Hackers Exploit Java Vulnerability, Disabling Software May Be Only Option
Lee Rannals for redOrbit.com – Your Universe Online
The exploit was added to the Blackhole exploit toolkit and the Cool Exploit Kit, which are used by cyber-criminals and are the two most popular Web threat tools used to distribute malware. The Blackhole kit is typically installed on websites that are compromised, and it uses vulnerabilities in web browsers and other software to inject malware into PCs.
The Cool Exploit Kit (Cool EK) surfaced in October, and was used to push a type of malware that demands a victim to pay a fee to unlock their compromised computer.
French security researcher Kafeine noticed the Cool kit was being used to exploit a critical vulnerability in Microsoft Windows.
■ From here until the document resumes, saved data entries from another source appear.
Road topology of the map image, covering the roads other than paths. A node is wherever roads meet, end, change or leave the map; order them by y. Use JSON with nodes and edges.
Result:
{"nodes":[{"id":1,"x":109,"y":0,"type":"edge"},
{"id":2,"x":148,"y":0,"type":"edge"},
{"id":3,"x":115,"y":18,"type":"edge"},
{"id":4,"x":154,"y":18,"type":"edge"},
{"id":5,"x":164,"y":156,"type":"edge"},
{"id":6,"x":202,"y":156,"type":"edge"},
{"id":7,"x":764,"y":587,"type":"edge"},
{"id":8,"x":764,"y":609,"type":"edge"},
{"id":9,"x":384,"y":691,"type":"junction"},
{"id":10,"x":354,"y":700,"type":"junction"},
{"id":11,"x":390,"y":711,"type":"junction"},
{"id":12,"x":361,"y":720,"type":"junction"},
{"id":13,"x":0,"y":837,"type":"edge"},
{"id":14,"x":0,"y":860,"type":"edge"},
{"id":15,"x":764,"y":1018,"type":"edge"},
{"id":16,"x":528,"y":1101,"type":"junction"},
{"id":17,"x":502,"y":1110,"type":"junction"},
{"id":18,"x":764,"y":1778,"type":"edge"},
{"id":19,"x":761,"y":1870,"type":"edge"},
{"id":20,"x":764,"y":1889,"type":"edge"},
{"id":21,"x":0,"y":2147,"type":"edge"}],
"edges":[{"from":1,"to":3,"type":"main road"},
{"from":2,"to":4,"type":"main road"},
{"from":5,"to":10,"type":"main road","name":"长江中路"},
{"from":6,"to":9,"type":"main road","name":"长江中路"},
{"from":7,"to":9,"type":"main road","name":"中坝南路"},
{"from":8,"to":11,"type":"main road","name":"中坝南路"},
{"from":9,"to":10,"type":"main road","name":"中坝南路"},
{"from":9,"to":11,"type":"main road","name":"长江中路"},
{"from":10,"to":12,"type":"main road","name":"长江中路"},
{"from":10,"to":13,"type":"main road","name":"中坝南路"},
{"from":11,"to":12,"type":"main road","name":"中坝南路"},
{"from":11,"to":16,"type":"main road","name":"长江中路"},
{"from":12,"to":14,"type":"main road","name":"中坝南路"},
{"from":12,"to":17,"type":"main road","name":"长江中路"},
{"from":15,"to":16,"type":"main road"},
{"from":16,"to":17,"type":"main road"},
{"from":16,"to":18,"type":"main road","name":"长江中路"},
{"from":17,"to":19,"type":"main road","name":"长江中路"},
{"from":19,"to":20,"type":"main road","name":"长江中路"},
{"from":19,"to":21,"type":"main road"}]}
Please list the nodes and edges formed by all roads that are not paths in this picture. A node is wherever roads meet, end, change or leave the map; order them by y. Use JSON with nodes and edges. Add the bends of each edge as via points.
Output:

The flaw in the operating system’s font processing code was first exploited by the infamous worm Duqu.
The latest vulnerability is a sequence of events that take place in Java runtime. An analysis by F-secure showed similarity in the programming and the functionality of the exploits, which provide even more evidence that they were created by the same author or team.
Paunch, the main author of Blackhole, told Brian Krebs, an investigative journalist, that his exploit costs $10,000 a month.
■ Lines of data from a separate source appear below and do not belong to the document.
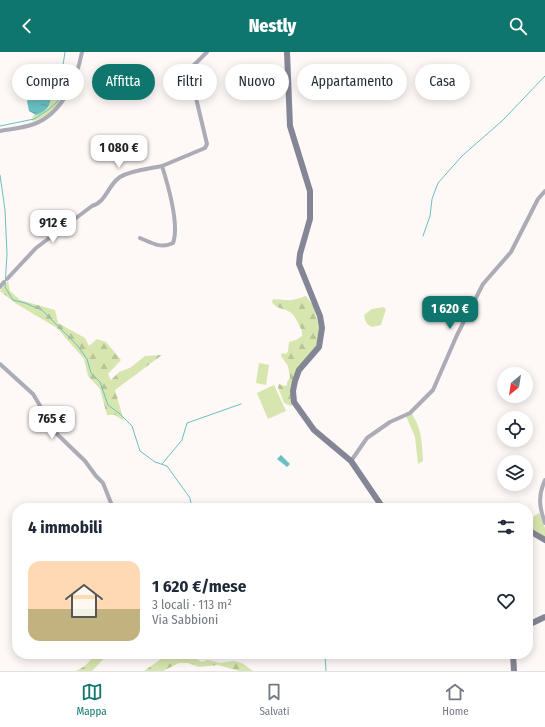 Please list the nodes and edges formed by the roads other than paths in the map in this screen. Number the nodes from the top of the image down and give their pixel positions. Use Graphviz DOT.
graph roads {
  1 [pos="82,52"];
  2 [pos="207,52"];
  3 [pos="287,52"];
  4 [pos="0,131"];
  5 [pos="162,166"];
  6 [pos="545,191"];
  7 [pos="140,238"];
  8 [pos="0,287"];
  9 [pos="0,364"];
  10 [pos="351,461"];
  11 [pos="545,480"];
  12 [pos="111,503"];
  13 [pos="380,503"];
  14 [pos="545,523"];
  15 [pos="533,533"];
  16 [pos="545,540"];
  17 [pos="545,617"];
  18 [pos="533,623"];
  19 [pos="513,659"];
  20 [pos="514,671"];
  1 -- 4 [label="street"];
  2 -- 5 [label="street"];
  3 -- 10 [label="main road"];
  5 -- 7 [label="street"];
  5 -- 8 [label="street"];
  6 -- 10 [label="street"];
  9 -- 12 [label="street"];
  10 -- 13 [label="main road"];
  11 -- 14 [label="street"];
  15 -- 16 [label="main road"];
  17 -- 18 [label="main road"];
  19 -- 20 [label="main road"];
}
Kafeine helped security firm Alien Vault Labs reproduce the exploit on a new, fully-patched installation of Java, and use a malicious Java applet to remotely execute the Calculator applications on Windows XP.
So far, researchers say that the only way around this latest exploit is just to disable your Java altogether, which seems nearly impractical for Web users to do.
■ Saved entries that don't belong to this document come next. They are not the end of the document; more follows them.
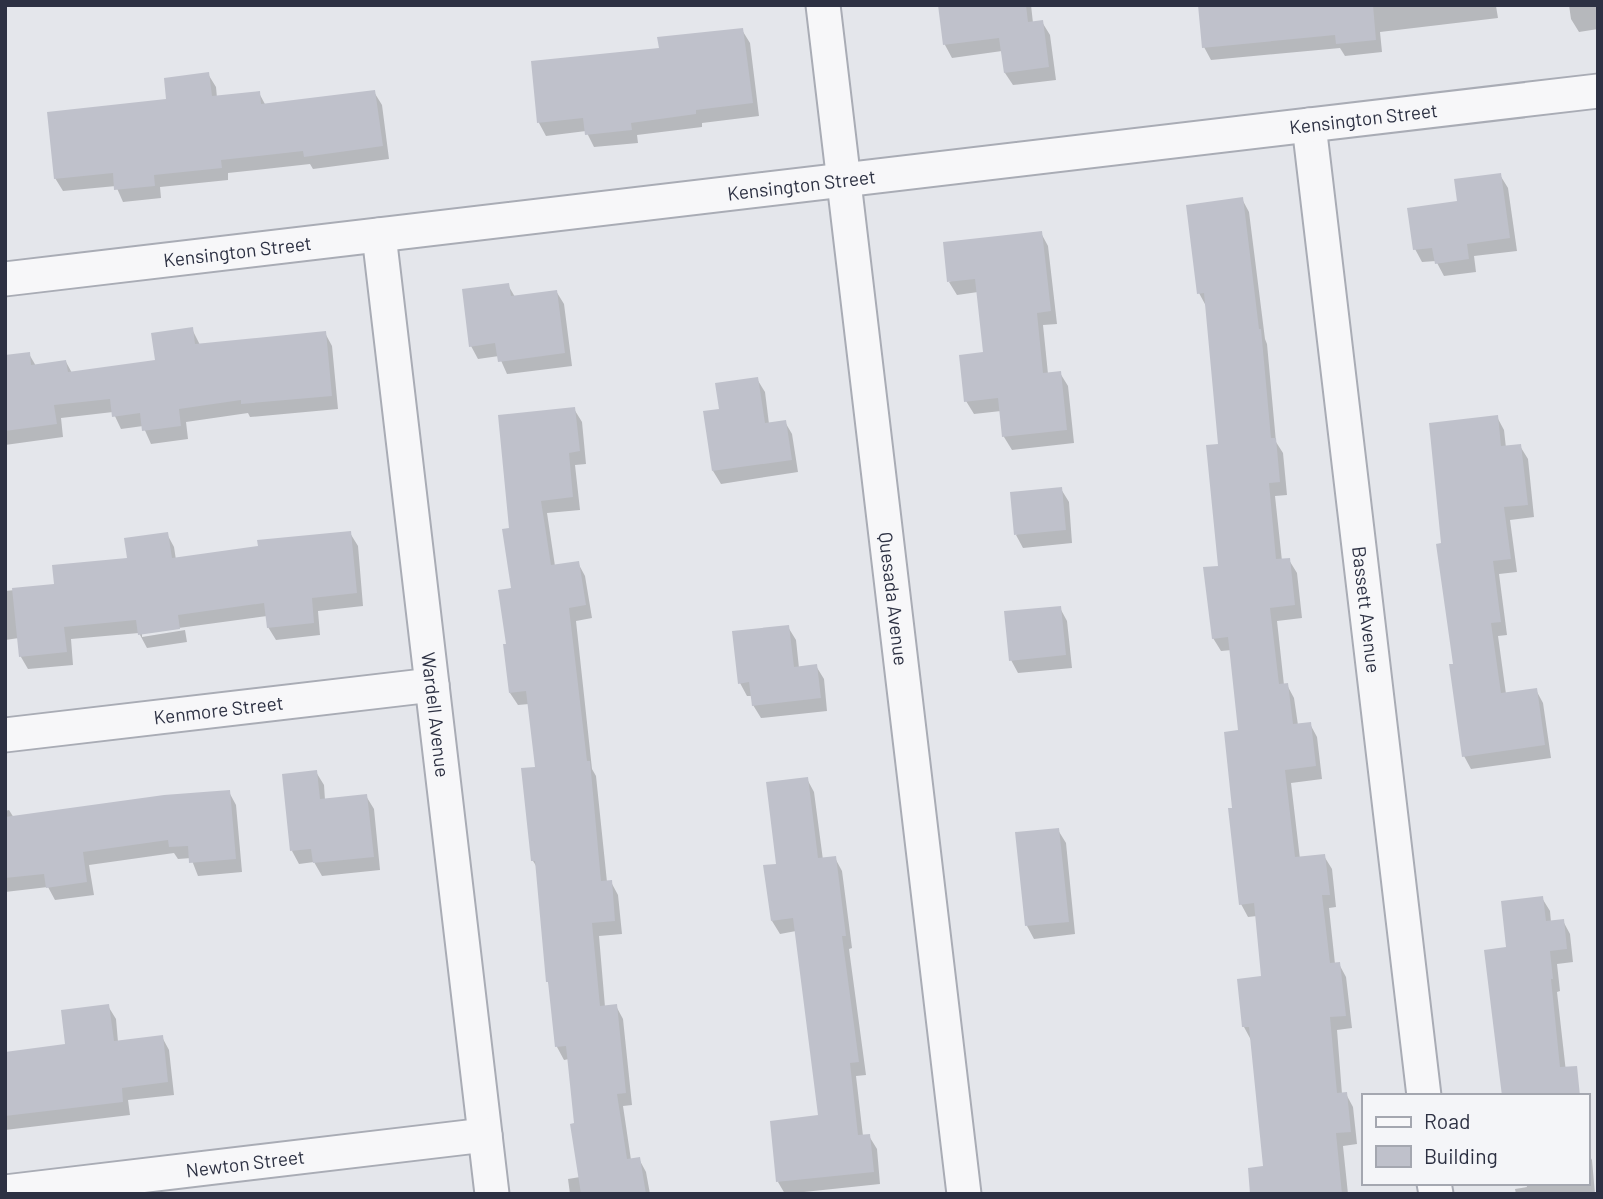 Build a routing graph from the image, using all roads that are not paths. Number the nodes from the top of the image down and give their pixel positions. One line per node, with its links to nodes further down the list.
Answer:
1 (823, 5): 4 (street, Quesada Avenue)
2 (1598, 91): 3 (street, Kensington Street)
3 (1309, 125): 4 (street, Kensington Street); 9 (street, Bassett Avenue)
4 (844, 180): 5 (street, Kensington Street); 13 (street, Quesada Avenue)
5 (379, 235): 6 (street, Kensington Street); 7 (street, Wardell Avenue)
6 (5, 279)
7 (432, 685): 8 (street, Kenmore Street); 10 (street, Wardell Avenue)
8 (5, 735)
9 (1424, 1094)
10 (485, 1135): 11 (street, Newton Street); 12 (street, Wardell Avenue)
11 (25, 1191)
12 (492, 1194)
13 (964, 1194) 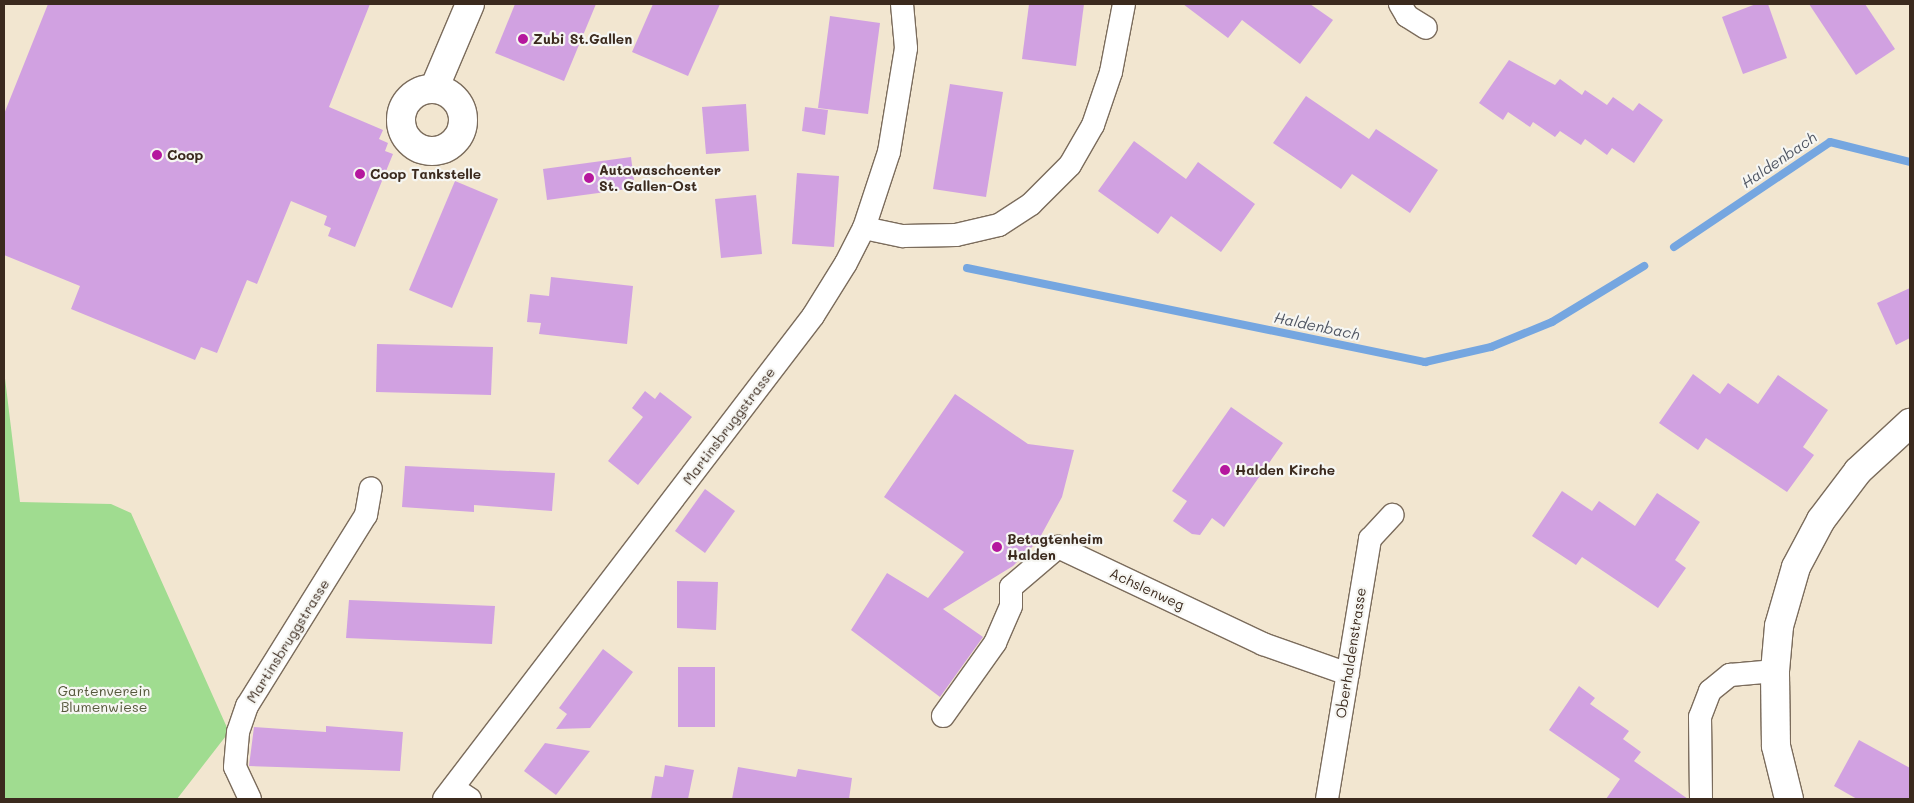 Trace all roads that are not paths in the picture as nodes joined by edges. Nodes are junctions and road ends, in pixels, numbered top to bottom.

“We recommend that regardless of what browser and operating system you’re using, you should uninstall Java if you don’t need it. If you do need it, use a separate browser when Java is required, and make sure to disable Java in your default browser,” The Next Web recommended to readers.
Oracle has yet to confirm the vulnerability or comment on its patching plans. The next critical patch update for Java is scheduled for February 19.
According to Computer World, when Oracle faced a similar situation in August, the company broke out of its quarterly patch release cycle and released an emergency update.
The latest version of Java, Java 7 Update 10, was released on December 11, and this update provides an option in the Java control panel to disable all Java content in browsers.